Hi. Are you a climber??

No, but I've been meaning to try it.

Well, then we should go. I haven't been climbing for a while and am hoping to get back into it in the new year.

Cool. Full disclosure, XXXX is my health club. Want to meetup before we go climbing?

Meeting on 'neutral ground' sounds fair. Do you have a place in mind? I was recently at the Jane Hotel bar and it was lovely. Super cozy. [ETA: and super pretentious, $400 bottle service, racist & rude bouncers, full of scenesters/hipsters - what's not to like?] But, perhaps a place in midtown would be a better choice?

The Todd English Food Court at The Plaza is sort of unique. Have you been there? [ETA: I have been to TE Food Hall.
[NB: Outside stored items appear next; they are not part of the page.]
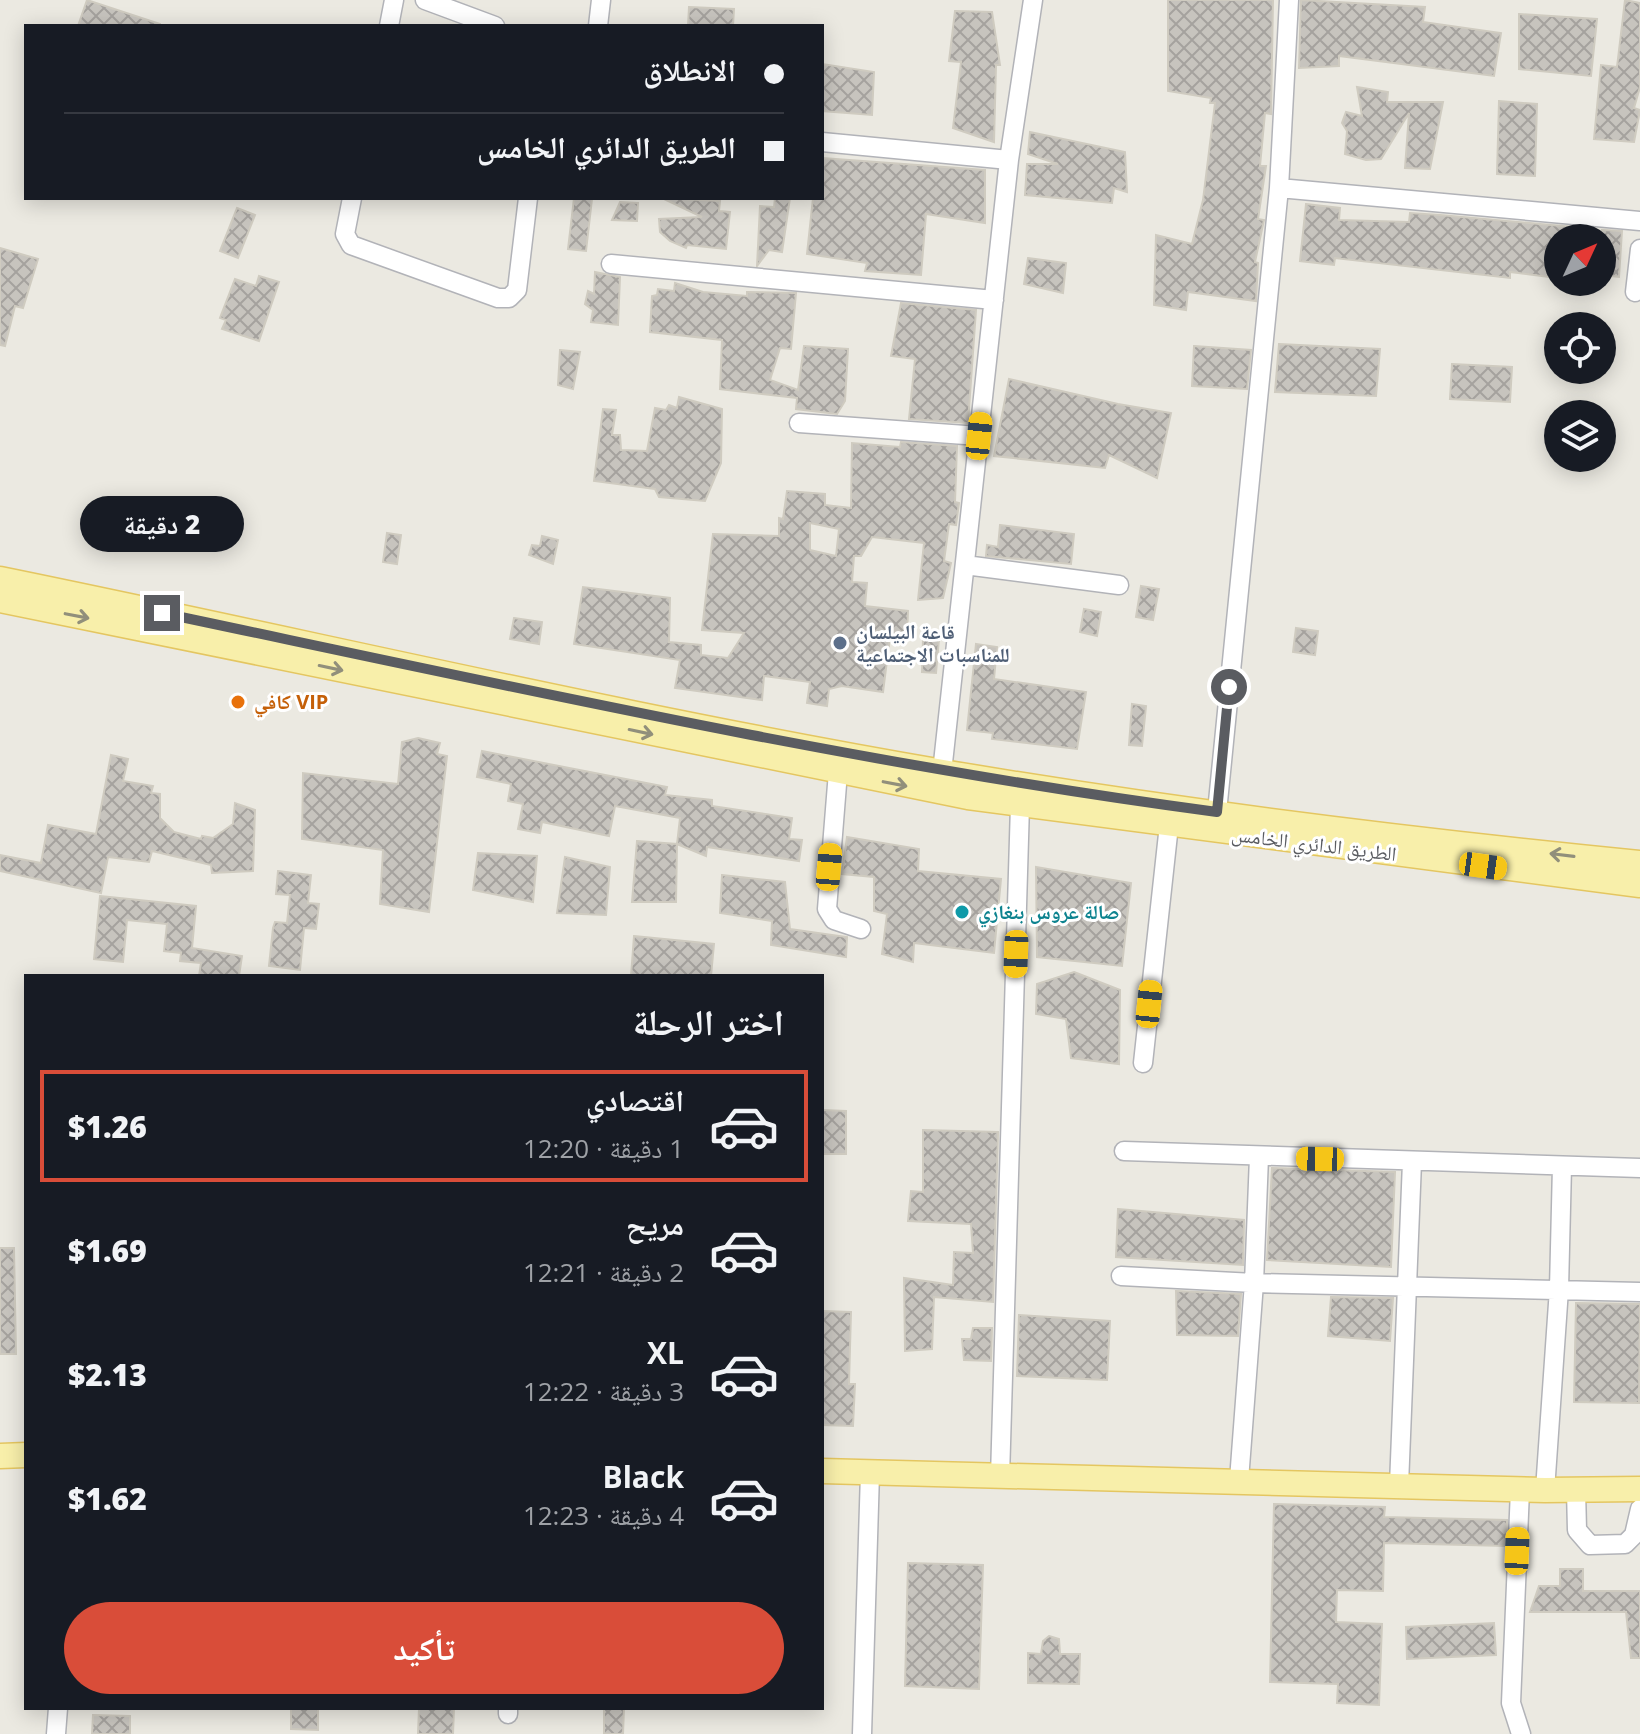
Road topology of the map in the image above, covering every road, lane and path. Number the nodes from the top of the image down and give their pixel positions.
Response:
1 (394, 0) edge
2 (425, 0) edge
3 (601, 0) edge
4 (1033, 0) edge
5 (1289, 0) edge
6 (389, 24) edge
7 (490, 24) edge
8 (598, 24) edge
9 (824, 142) edge
10 (1009, 160) junction
11 (1279, 188) junction
12 (352, 200) edge
13 (528, 200) edge
14 (1640, 221) edge
15 (1640, 249) edge
16 (611, 264) dead end
17 (1635, 292) dead end
18 (994, 300) junction
19 (799, 423) dead end
20 (979, 436) junction
21 (965, 565) junction
22 (0, 579) edge
23 (1119, 585) dead end
24 (0, 600) edge
25 (838, 772) junction
26 (942, 772) junction
27 (1020, 805) junction
28 (1217, 812) junction
29 (1169, 825) junction
30 (1274, 829) junction
31 (1640, 863) edge
32 (1640, 885) edge
33 (861, 929) dead end
34 (1143, 1063) dead end
35 (1124, 1151) dead end
36 (1259, 1157) junction
37 (1412, 1162) junction
38 (1562, 1166) junction
39 (1640, 1168) edge
40 (1121, 1276) dead end
41 (1254, 1283) junction
42 (1407, 1288) junction
43 (1559, 1289) junction
44 (1640, 1292) edge
45 (24, 1455) edge
46 (0, 1456) edge
47 (824, 1471) edge
48 (870, 1473) junction
49 (1000, 1477) junction
50 (1239, 1480) junction
51 (1399, 1485) junction
52 (1640, 1489) edge
53 (1520, 1490) junction
54 (1545, 1490) junction
55 (1576, 1490) junction
56 (1640, 1509) edge
57 (58, 1710) edge
58 (56, 1734) edge
59 (862, 1734) edge
60 (1521, 1734) edge

1 - 6 street
2 - 7 street
3 - 8 street
4 - 10 street
5 - 11 street
9 - 10 street
10 - 18 street
11 - 14 street
11 - 28 street
12 - 13 street
15 - 17 street
16 - 18 street
18 - 20 street
19 - 20 street
20 - 21 street
21 - 23 street
21 - 26 street
22 - 26 main road, الطريق الدائري الخامس
24 -> 25 main road, الطريق الدائري الخامس
25 -> 27 main road, الطريق الدائري الخامس
25 - 33 street
26 - 28 main road, الطريق الدائري الخامس
27 - 29 main road, الطريق الدائري الخامس
27 - 49 street
28 - 30 main road, الطريق الدائري الخامس
29 - 30 main road, الطريق الدائري الخامس
29 - 34 street
31 -> 30 main road, الطريق الدائري الخامس
30 - 32 main road, الطريق الدائري الخامس
35 - 36 street
36 - 37 street
36 - 41 street
37 - 38 street
37 - 42 street
38 - 39 street
38 - 43 street
40 - 41 street
41 - 42 street
41 - 50 street
42 - 43 street
42 - 51 street
43 - 44 street
43 - 54 street
45 - 46 main road
47 - 48 main road
48 - 49 main road
48 - 59 street
49 - 50 main road
50 - 51 main road
51 - 53 main road
52 - 55 main road
53 - 54 main road
53 - 60 street
54 - 55 main road
55 - 56 street
57 - 58 street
It's probably the worst service I've ever seen in NYC, but maybe that was just an off day/bad wait staff. But the prices are...well, not ridiculous by NYC standards, but not exactly casual first date stuff. I don't mind paying $30-40 for a salad or far more for well executed sushi, but that's the kind of overpriced place you book for a life event like a birthday or....awwww #### it just forget it.]
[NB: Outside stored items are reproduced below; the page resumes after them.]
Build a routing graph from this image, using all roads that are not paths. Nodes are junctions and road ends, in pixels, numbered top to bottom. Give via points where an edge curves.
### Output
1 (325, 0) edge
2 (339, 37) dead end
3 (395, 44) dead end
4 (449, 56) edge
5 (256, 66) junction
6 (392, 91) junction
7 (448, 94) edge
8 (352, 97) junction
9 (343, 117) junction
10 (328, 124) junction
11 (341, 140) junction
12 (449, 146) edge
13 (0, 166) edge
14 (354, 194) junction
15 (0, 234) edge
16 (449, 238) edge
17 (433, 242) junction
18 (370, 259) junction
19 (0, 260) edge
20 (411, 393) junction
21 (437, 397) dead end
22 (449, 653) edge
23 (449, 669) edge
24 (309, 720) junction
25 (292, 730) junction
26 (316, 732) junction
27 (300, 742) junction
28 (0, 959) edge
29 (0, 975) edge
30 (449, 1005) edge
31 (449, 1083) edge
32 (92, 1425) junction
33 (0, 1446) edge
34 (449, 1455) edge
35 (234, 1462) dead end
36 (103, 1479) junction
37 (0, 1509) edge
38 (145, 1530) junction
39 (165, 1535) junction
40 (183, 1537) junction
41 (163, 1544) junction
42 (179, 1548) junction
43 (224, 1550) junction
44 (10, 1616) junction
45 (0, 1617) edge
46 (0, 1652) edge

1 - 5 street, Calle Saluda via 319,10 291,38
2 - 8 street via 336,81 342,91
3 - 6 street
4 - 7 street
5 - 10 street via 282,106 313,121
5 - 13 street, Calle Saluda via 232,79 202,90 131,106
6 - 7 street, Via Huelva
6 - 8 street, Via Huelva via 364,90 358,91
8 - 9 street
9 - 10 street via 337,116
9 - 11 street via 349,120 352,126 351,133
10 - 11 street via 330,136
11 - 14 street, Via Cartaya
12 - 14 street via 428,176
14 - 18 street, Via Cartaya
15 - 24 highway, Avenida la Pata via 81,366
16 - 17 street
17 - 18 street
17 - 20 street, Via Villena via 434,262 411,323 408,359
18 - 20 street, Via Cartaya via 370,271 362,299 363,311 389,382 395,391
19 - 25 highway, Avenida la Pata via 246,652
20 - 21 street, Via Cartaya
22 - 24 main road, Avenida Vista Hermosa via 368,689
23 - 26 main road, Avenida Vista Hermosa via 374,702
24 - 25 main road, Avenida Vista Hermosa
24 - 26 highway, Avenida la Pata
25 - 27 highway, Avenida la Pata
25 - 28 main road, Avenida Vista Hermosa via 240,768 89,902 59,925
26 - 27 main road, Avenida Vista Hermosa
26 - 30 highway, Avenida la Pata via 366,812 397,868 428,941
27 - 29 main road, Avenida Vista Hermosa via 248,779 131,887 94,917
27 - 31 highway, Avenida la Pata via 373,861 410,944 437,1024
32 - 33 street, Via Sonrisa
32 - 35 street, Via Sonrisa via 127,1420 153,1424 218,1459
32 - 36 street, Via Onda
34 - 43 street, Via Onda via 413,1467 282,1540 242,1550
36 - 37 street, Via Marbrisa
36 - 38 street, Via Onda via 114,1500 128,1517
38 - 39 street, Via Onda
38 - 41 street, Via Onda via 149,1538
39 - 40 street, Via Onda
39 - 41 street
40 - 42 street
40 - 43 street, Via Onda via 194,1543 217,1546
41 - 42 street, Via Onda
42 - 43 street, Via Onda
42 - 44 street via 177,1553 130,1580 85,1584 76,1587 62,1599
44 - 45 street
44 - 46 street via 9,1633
I think the move here is no response? Or is that too passive. I just don't see the point in responding and coming off judgemental, but I give her props for being audacious. If you're gonna be a gold digger, lay that #### out right up front. No sense being deceitful about what you are.

I'm a little to bitter to be dating, right?

:lol:
Your Response: Well there is a Subway right around the corner.

 
I'm not quite following but don't see the harm in just suggesting somewhere you like. Basically ignoring everything she said there. :shrug:

"Let's meet (insert casual bar here) at 7 on Thursday". Don't make it more difficult than it needs to be.
:goodposting:

Take the reins here. If she waffles about a moderately nice bar for drinks you've lost nothing. With women like this you simply need to be the man. They will usually fall in line. Not saying to take her to some ####hole... but don't let her set the precedent of you blowing tons of money early on anyway.

If you feel compelled to justify matters, just let her know you have had some bad experiences so you prefer to just grab drinks early on so you can both get a feel for each other. In my dating days, mention of "bad experiences" seems to get women to try to impress and not be labeled as such. Just be prepared to detail these experiences as they WILL ask. Use this opportunity to embellish if you'd like.

 
Just an update...

So the petite Filipina thing did *not* happen after all. She backed out after the weather turned crappy with snow, et al and that was fine. I tried to re-connect with her but she was a little cool. Turns out she met this other guy a week before and didn't want to be seeing us both. I tell her that is fine, we're friends and nothing has changed between us. A week later she calls me and says that the new guy isn't working out for her after all. I don't ask about getting together with her or presume anything. She and I exchange a few texts over Xmas that are friendly while I'm out of town. She calls me this Friday night and asks me out. I have already made plans for the weekend but we could hang out another time.

I think the moment has kind of passed between me and this woman. I'm thinking that she's kind of a whackjob. I could probably get something going with her, if I put any effort into it, but I'm not sure it's worth it. I guess if things go south with the woman I have been steadily seeing then I've got something in my backpocket. Things are good between us even if I have a few concerns long term.